Smith v. Imagery Media, LLC

In an action, inter alia, to recover damages for breach of fiduciary duty and unjust enrichment, the plaintiff appeals, as limited by his notice of appeal and brief, from so much of a judgment of the Supreme Court, Kings County (Demarest, J.), entered June 22, 2011, as, upon an order of the same court dated April 29, 2009, striking the defendants’ answer and granting the plaintiffs motion for sum*1205mary judgment on the issue of liability, upon a decision of the same court (Maraño, J.H.O.), dated January 5, 2010, made after an inquest on the issue of damages, and upon an order of the same court (Demarest, J.), dated May 19, 2011, confirming the decision, is in favor of him and against the defendants in the principal sum of only $205,000, and failed to award prejudgment interest pursuant to CPLR 5001.

Ordered that the appeal is dismissed, without costs or disbursements.

“It is the obligation of the appellant to assemble a proper record on appeal” (Matison v County of Nassau, 290 AD2d 494, 495 [2002]; see Hazell v State of New York, 81 AD3d 893, 893 [2011]; Milowski v Michael, 69 AD3d 909, 909 [2010]; Nakyeoung Seoung v Vicuna, 38 AD3d 734, 735 [2007]; Singh v Getty Petroleum Corp., 275 AD2d 740, 740 [2000]).
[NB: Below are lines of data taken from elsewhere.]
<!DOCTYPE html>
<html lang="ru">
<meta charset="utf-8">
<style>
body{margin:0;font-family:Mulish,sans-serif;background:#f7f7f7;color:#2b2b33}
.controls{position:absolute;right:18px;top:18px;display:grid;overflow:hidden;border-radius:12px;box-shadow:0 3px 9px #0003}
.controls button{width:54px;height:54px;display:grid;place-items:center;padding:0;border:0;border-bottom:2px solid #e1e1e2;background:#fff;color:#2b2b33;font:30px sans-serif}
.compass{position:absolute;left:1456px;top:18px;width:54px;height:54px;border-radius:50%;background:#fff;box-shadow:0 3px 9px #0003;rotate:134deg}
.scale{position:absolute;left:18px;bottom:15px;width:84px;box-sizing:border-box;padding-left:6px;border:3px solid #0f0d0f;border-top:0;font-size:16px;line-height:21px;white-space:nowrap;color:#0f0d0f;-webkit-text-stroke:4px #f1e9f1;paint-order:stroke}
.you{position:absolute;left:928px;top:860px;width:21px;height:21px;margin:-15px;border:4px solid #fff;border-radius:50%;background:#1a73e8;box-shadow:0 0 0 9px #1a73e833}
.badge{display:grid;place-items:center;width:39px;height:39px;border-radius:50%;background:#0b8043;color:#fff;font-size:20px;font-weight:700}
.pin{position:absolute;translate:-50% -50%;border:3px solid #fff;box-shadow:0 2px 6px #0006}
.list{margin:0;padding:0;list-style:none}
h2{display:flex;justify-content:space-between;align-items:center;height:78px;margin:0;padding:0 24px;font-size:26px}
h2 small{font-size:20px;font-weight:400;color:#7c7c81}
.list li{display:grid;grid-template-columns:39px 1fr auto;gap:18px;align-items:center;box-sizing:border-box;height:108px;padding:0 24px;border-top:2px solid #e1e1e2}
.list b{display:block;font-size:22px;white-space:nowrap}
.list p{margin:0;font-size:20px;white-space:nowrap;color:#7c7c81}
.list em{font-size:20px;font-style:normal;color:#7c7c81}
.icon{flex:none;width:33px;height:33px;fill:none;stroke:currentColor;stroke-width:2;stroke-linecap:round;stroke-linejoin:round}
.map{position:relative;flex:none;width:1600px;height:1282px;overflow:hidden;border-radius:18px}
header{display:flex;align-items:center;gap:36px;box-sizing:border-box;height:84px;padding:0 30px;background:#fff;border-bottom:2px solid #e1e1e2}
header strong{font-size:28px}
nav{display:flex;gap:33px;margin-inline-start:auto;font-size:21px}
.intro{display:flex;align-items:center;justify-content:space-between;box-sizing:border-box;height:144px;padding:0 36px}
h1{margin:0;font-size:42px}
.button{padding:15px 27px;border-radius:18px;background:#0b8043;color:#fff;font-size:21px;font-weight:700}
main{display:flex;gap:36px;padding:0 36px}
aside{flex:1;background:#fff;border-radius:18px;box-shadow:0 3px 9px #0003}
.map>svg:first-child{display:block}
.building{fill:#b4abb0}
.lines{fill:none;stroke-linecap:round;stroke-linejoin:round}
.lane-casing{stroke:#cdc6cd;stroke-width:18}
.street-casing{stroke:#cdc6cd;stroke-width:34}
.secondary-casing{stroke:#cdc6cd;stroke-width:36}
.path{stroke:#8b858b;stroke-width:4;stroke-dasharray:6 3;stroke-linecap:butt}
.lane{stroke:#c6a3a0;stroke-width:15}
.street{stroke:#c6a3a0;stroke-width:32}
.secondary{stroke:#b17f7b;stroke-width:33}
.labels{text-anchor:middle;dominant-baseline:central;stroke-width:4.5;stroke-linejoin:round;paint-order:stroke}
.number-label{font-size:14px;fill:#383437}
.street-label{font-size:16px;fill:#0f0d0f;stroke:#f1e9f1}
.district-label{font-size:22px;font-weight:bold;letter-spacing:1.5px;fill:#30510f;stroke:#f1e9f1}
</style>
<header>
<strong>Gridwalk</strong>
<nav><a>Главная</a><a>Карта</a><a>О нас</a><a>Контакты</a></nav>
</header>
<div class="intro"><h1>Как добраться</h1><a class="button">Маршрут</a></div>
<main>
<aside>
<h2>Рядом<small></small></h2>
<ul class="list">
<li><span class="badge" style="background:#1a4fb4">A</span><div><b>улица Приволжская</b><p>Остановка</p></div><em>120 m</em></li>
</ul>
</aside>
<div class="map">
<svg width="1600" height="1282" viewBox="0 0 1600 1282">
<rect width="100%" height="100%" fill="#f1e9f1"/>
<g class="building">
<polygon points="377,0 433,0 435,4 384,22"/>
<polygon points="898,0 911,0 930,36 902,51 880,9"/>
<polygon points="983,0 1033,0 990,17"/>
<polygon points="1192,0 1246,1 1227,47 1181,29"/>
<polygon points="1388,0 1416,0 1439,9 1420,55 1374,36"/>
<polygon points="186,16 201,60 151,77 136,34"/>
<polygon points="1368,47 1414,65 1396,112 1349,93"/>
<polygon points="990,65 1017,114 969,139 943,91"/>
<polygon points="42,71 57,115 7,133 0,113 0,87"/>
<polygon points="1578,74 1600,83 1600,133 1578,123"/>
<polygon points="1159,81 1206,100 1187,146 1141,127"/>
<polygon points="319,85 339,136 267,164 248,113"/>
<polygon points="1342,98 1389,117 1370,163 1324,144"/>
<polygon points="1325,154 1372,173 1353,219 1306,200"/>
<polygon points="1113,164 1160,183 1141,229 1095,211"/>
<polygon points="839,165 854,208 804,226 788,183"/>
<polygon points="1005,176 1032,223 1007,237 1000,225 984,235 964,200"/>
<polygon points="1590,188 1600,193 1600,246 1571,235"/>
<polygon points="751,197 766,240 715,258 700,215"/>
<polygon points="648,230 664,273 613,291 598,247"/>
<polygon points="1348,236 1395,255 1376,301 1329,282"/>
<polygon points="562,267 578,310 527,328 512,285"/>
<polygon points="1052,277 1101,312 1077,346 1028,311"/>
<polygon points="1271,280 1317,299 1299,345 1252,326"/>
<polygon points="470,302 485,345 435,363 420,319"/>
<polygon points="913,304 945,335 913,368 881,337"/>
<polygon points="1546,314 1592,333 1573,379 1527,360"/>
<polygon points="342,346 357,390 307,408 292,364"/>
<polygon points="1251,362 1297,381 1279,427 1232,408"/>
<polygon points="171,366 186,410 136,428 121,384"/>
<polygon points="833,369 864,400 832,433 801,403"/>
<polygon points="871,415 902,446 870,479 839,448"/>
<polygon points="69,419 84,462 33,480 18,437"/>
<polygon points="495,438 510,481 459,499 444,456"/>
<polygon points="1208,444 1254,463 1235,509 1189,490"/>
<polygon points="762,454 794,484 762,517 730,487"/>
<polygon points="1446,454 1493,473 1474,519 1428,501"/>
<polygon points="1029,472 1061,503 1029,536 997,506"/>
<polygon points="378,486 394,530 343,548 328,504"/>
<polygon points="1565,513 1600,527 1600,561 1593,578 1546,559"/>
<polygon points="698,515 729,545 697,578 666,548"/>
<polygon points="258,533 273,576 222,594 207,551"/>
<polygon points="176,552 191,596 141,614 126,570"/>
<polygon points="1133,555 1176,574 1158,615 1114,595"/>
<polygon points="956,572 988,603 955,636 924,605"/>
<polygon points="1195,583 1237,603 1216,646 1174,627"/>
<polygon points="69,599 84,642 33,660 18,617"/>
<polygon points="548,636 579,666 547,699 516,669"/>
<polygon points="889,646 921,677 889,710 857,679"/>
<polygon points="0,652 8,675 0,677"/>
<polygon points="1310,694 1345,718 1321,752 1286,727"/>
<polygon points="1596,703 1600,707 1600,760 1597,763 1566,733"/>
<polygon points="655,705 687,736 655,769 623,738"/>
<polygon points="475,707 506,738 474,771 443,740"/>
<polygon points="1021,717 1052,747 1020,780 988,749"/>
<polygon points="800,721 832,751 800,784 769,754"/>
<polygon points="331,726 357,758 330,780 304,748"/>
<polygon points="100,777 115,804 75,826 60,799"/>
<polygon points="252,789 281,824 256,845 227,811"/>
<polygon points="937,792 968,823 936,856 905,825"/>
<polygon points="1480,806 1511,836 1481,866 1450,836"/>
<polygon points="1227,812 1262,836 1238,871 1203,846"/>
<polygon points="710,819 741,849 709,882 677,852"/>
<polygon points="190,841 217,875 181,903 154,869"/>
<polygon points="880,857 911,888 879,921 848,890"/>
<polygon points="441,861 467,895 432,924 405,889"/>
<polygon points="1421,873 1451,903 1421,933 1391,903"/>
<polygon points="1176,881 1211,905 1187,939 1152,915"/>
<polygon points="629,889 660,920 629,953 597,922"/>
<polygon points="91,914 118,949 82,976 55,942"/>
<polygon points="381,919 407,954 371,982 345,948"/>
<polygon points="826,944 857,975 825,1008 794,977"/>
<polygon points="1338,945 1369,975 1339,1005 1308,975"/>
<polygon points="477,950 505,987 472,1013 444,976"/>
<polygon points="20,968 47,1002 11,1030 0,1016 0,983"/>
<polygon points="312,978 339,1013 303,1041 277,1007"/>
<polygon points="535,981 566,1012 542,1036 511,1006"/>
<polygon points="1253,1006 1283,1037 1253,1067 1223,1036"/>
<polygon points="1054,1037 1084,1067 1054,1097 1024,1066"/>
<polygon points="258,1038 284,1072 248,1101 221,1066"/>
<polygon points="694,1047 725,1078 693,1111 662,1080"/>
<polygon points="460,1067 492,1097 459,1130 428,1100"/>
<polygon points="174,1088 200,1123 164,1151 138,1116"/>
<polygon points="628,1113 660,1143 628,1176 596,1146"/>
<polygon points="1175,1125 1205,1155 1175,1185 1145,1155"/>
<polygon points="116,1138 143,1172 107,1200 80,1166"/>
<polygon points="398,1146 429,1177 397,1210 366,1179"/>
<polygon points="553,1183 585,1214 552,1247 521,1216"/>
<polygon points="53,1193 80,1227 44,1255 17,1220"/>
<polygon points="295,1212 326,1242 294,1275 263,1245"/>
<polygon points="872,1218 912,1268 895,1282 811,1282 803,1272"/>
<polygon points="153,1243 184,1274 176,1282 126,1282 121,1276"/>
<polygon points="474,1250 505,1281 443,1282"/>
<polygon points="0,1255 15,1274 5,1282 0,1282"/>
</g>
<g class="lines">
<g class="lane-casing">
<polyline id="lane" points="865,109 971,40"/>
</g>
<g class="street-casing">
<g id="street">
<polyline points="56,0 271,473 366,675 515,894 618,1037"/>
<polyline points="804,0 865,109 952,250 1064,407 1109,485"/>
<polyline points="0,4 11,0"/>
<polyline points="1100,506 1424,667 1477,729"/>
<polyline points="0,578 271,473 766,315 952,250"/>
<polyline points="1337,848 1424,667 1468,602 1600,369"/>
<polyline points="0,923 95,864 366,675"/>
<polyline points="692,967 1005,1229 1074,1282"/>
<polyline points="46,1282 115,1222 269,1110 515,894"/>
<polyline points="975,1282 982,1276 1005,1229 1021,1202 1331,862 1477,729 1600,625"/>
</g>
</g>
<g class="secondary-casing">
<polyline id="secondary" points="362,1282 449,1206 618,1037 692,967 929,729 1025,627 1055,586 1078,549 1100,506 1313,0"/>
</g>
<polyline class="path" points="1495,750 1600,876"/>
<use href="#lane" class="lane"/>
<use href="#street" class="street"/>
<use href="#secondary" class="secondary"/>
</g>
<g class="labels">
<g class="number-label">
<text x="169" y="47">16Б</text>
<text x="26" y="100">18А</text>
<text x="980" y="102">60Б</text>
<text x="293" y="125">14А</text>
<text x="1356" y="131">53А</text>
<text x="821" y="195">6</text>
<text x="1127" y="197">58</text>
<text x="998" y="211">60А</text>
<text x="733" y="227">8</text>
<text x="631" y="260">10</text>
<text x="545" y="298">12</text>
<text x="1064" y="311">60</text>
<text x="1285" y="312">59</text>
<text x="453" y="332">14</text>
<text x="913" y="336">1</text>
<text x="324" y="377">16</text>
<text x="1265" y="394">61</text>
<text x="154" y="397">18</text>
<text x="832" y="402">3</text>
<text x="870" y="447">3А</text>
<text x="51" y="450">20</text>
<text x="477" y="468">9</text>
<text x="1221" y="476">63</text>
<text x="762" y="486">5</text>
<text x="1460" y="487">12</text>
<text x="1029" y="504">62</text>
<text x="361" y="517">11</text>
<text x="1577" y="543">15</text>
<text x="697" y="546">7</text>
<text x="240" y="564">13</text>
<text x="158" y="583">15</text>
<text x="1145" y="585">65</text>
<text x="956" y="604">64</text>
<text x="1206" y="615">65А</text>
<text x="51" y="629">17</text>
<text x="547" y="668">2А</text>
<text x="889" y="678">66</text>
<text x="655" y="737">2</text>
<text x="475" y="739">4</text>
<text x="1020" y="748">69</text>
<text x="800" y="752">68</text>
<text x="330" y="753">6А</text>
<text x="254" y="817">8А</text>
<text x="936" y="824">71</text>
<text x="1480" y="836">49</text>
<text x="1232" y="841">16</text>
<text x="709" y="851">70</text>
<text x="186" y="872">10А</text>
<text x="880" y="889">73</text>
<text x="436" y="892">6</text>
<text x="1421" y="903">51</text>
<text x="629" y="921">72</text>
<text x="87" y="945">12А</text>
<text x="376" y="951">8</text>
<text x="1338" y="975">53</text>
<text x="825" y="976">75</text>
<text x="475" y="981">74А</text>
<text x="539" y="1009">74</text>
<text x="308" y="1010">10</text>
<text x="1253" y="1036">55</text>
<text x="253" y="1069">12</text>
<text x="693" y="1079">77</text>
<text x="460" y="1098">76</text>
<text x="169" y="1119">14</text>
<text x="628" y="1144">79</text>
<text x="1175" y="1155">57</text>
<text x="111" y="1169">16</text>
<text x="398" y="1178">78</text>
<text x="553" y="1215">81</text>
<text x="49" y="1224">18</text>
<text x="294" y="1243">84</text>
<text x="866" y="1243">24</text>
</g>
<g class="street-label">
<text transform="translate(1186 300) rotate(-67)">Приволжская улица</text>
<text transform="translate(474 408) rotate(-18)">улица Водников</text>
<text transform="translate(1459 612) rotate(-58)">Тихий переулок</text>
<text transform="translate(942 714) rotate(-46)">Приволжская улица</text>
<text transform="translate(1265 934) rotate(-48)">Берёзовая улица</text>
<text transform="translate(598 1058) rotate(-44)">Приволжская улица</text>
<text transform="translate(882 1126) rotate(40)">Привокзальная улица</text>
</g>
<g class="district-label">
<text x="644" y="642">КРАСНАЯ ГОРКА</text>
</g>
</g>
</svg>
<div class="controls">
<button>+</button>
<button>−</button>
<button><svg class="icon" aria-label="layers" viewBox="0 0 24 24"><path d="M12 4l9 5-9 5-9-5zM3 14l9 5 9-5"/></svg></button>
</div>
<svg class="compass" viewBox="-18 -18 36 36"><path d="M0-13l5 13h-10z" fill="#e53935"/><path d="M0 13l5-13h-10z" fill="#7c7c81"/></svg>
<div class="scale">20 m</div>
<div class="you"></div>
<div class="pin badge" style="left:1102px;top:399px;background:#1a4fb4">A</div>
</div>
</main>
Although the plaintiff seeks review of the damages awarded in the judgment appealed from, he failed to include, inter alia, the full transcript of the inquest on the issue of damages. Since, under the circumstances, the record is inadequate to enable this Court to render an informed decision on the merits, the appeal must be dismissed (see Hazell v State of New York, 81 AD3d at 893; Milowski v Michael, 69 AD3d at 909; Robertson v United Equities, Inc., 61 AD3d 838, 839 [2009]; Nakyeoung Seoung v Vicuna, 38 AD3d at 735; Gerhardt v New York City Tr. Auth., 8 AD3d 427, 427-428 [2004]; Matison v County of Nassau, 290 AD2d at 495; Lowry v Suffolk County Water Auth., 287 AD2d 551, 552 [2001]). Rivera, J.P., Belen, Sgroi and Miller, JJ., concur.